Prof. Barbara Franke is Professor of Molecular Psychiatry at Radboud University in Nijmegen, The Netherlands. She is the head of the Department of Medical Neuroscience at Radboud University Medical Center (Radboudumc) and a member of the Strategy Board of the Donders Institute for Brain, Cognition and Behaviour. She is an elected fellow of the Royal Netherlands Academy of Arts and Sciences, the Royal Holland Society of Sciences and Humanities, and Academia Europaea, and she was granted knighthood in the Order of the Netherlands Lion. Educated in Giessen (Germany) and Utrecht (The Netherlands), she obtained her PhD in molecular signal-transduction in Utrecht before joining Radboud University.

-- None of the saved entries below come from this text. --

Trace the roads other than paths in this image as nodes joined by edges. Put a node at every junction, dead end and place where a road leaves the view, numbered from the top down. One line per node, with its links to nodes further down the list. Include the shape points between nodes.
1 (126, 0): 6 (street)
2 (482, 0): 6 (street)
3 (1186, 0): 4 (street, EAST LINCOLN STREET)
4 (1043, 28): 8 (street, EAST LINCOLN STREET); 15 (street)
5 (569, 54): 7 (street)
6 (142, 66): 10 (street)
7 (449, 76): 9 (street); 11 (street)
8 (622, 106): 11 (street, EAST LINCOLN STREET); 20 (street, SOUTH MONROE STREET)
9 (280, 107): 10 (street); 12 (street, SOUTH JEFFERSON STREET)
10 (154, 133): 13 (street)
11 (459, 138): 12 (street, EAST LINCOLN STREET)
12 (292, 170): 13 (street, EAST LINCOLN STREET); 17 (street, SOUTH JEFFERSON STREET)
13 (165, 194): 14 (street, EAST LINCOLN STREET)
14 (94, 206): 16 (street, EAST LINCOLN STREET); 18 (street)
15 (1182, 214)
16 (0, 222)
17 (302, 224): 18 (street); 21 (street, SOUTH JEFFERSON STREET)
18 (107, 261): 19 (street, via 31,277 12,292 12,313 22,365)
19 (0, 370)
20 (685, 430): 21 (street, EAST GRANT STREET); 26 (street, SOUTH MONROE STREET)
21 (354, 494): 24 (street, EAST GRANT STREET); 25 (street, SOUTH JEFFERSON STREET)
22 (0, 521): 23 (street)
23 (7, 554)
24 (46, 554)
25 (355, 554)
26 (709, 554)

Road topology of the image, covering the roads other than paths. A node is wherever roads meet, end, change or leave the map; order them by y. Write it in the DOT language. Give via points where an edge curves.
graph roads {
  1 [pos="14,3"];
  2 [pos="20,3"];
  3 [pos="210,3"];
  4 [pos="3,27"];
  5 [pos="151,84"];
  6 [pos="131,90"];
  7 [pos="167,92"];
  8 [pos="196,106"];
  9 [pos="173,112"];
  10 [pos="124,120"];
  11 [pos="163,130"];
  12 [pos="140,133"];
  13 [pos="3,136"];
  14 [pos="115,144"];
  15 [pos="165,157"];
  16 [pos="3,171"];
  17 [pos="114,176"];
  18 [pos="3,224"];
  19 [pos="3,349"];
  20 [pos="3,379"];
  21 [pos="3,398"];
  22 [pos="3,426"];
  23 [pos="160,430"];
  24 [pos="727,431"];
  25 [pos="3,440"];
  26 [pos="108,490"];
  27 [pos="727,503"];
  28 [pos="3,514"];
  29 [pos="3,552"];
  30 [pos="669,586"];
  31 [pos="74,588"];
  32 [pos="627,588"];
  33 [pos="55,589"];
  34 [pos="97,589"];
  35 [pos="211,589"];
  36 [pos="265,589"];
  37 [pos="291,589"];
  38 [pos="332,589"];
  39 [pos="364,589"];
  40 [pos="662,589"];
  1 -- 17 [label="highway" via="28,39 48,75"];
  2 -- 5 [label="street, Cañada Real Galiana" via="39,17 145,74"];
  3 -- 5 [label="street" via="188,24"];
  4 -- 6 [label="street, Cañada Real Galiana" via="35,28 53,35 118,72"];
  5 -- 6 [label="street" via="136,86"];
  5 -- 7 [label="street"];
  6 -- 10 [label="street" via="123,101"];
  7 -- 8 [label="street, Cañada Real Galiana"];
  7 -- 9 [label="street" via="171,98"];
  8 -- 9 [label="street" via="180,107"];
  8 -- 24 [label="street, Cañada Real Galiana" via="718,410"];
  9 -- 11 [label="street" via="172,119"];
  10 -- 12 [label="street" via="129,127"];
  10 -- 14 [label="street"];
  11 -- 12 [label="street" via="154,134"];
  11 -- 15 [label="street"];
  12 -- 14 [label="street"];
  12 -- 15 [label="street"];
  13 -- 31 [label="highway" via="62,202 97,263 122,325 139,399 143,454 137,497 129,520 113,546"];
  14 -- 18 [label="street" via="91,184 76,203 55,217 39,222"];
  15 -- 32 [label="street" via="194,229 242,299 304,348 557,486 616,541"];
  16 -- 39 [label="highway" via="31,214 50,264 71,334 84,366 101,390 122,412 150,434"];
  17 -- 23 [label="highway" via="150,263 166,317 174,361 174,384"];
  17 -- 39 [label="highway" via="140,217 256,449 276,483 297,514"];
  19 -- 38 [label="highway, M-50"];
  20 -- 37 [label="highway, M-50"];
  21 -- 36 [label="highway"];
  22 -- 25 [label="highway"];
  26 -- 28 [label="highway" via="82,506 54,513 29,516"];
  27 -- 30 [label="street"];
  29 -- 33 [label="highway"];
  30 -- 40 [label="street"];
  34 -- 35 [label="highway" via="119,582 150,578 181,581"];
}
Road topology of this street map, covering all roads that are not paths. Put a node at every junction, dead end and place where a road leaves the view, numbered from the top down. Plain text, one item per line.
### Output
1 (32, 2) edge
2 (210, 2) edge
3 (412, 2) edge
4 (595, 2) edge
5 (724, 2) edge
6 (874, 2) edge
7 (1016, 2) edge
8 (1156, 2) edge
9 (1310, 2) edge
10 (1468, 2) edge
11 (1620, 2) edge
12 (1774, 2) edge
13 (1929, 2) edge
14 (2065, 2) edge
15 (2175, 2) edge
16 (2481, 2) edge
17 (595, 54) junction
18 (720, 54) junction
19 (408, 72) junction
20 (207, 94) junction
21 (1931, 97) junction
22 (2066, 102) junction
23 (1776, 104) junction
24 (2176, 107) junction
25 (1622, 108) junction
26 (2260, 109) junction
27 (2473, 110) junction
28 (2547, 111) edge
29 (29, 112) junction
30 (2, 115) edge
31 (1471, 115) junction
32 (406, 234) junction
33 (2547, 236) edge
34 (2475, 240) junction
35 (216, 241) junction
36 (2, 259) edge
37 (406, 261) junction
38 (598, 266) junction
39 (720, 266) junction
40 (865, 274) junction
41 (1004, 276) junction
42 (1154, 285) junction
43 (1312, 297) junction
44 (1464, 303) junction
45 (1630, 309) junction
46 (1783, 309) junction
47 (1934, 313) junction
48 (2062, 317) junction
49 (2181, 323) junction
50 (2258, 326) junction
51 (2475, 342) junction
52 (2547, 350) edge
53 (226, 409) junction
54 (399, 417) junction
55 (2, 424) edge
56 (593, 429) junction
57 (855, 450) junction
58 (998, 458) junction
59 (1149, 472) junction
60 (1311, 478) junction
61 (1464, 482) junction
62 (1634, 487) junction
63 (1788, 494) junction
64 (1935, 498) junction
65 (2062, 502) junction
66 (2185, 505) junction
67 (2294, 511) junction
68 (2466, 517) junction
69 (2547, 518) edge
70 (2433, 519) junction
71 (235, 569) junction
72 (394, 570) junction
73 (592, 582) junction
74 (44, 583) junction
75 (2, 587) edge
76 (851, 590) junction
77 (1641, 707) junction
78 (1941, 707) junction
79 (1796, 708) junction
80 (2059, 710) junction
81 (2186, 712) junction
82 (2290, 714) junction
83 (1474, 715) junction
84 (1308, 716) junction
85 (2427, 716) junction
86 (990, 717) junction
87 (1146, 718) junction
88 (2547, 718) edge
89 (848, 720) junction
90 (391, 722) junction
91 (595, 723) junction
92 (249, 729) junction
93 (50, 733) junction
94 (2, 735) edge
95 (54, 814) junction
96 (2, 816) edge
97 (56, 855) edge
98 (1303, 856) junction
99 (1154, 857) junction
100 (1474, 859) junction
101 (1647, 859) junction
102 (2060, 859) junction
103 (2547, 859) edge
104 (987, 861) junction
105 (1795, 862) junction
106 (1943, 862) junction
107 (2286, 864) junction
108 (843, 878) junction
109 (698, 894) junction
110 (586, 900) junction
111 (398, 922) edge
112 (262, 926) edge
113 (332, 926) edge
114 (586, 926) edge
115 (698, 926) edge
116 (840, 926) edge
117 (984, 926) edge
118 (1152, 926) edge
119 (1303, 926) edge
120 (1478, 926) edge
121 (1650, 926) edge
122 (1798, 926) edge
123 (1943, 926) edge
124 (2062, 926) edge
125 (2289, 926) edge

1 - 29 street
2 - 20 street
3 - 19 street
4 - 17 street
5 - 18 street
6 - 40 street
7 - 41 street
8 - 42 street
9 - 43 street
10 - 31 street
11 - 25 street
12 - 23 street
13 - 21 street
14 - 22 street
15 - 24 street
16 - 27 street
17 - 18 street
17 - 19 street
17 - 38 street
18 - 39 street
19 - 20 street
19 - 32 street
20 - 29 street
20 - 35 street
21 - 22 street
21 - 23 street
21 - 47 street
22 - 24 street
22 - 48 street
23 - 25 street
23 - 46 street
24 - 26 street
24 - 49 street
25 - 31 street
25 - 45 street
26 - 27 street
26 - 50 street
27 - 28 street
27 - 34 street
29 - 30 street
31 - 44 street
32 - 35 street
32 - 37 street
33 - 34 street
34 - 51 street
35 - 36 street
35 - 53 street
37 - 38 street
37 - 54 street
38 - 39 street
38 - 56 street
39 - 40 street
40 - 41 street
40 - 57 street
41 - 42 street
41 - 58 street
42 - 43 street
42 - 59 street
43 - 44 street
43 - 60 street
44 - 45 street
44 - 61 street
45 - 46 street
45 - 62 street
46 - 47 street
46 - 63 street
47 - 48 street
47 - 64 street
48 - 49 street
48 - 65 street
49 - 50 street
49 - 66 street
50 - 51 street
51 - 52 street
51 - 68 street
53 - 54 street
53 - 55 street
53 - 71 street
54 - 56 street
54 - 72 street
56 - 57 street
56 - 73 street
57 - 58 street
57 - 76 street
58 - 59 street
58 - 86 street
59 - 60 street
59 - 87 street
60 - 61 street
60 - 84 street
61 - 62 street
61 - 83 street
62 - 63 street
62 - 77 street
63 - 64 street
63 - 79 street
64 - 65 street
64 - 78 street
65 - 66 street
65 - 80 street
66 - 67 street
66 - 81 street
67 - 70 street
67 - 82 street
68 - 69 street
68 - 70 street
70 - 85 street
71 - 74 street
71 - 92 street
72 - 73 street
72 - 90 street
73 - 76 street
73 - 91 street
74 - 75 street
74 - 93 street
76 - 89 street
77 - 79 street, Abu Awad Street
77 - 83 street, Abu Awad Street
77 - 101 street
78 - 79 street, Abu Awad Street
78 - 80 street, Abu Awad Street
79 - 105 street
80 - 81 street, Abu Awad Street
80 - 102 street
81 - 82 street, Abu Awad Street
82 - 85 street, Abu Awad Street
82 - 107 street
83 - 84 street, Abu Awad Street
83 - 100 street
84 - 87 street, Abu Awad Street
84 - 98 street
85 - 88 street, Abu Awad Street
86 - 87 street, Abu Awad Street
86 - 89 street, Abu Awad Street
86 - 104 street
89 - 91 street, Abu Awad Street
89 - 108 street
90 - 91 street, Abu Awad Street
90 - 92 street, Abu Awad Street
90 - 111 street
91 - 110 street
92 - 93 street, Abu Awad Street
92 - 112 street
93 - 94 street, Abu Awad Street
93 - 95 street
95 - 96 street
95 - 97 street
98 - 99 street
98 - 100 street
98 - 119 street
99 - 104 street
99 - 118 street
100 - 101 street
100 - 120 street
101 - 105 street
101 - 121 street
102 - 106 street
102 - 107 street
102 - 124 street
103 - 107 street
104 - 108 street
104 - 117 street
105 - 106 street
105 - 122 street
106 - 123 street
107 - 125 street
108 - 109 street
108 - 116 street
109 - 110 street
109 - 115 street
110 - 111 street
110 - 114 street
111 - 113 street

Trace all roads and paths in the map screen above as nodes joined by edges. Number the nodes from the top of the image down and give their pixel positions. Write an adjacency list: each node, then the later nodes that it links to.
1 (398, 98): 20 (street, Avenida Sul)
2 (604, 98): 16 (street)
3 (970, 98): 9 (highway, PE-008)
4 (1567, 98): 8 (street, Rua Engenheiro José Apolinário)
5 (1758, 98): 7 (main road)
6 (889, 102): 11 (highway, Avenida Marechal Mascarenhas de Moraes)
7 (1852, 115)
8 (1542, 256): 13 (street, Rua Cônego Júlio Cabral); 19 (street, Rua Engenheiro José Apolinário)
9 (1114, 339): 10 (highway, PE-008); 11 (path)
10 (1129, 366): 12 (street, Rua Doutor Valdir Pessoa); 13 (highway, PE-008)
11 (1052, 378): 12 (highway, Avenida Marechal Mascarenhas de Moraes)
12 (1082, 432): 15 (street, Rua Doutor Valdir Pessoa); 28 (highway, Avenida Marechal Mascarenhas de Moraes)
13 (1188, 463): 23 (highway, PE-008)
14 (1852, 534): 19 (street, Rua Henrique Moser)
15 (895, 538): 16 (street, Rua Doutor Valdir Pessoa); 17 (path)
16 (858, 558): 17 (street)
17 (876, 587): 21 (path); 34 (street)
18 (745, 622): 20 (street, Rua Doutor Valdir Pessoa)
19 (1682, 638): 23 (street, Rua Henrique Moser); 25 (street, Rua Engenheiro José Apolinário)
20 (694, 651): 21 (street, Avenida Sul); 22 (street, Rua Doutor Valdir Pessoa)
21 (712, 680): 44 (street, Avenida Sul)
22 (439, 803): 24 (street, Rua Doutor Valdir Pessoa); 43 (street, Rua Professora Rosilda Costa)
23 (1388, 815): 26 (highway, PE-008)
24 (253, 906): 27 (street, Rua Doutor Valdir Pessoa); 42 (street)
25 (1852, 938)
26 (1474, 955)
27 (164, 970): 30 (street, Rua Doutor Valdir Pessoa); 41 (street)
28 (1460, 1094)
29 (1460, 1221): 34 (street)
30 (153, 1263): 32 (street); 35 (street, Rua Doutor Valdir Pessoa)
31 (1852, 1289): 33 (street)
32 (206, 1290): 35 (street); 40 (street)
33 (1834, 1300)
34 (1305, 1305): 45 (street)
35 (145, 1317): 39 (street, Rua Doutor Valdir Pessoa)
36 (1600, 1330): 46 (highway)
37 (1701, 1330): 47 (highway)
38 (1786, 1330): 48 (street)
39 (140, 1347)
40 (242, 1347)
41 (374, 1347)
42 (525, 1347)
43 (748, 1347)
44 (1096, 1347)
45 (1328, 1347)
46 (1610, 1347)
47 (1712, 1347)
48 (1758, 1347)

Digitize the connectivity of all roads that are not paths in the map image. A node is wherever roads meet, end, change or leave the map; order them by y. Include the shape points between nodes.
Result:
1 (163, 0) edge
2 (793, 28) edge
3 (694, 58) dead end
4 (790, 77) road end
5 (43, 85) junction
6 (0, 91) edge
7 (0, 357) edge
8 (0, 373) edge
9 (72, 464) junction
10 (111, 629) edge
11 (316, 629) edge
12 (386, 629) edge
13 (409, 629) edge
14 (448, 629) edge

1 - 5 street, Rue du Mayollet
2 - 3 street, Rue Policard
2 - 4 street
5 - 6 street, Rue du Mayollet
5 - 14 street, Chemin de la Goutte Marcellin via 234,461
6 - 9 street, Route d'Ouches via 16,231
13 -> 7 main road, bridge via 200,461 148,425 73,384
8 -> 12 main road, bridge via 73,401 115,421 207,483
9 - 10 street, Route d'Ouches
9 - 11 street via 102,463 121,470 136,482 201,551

Her research is focused on understanding the genetic contribution to neurodevelopmental psychiatric conditions, especially ADHD and its comorbidities. Beyond gene-finding, she uses complementary approaches (bioinformatics, i-neurons, small animal models, neuroimaging genetics) to map biological pathways from gene to disease. Throughout her career, she formulated her own ambition as contributing to improving healthcare for people with psychiatric conditions. She aims to do so through her work on clarifying the biology of such conditions as well as by bringing together researchers across disciplines to work together on integrating knowledge across multiple levels, from molecular to clinical. She has obtained prestigious grants, including a personal Vici grant from the Dutch Organization of Scientific Research and several interdisciplinary EU consortium grants. She founded and coordinates the International Multicentre persistent ADHD Collaboration (IMpACT) and the ECNP Network ‘ADHD across the Lifespan’, is a co-founder of ENIGMA (the currently largest consortium worldwide on neuroimaging and genetics), and is one of two leaders each of ENIGMA’s ADHD Working Group and the Psychiatric Genomics Consortium’s ADHD Working Group. From 2018 to 2023, she was an elected member of the Board of Directors of the International Society for Psychiatric Genetics, since 2024, she is a member of the Executive Board of ECNP-Neuroscience Applied. Since 2019, she holds an honorary Adjunct Professorship at the Goethe University in Frankfurt am Main, Germany as well as an honorary Skou Professorship at Aarhus University in Denmark. Barbara Franke has (co-)authored over 550 peer-reviewed publications.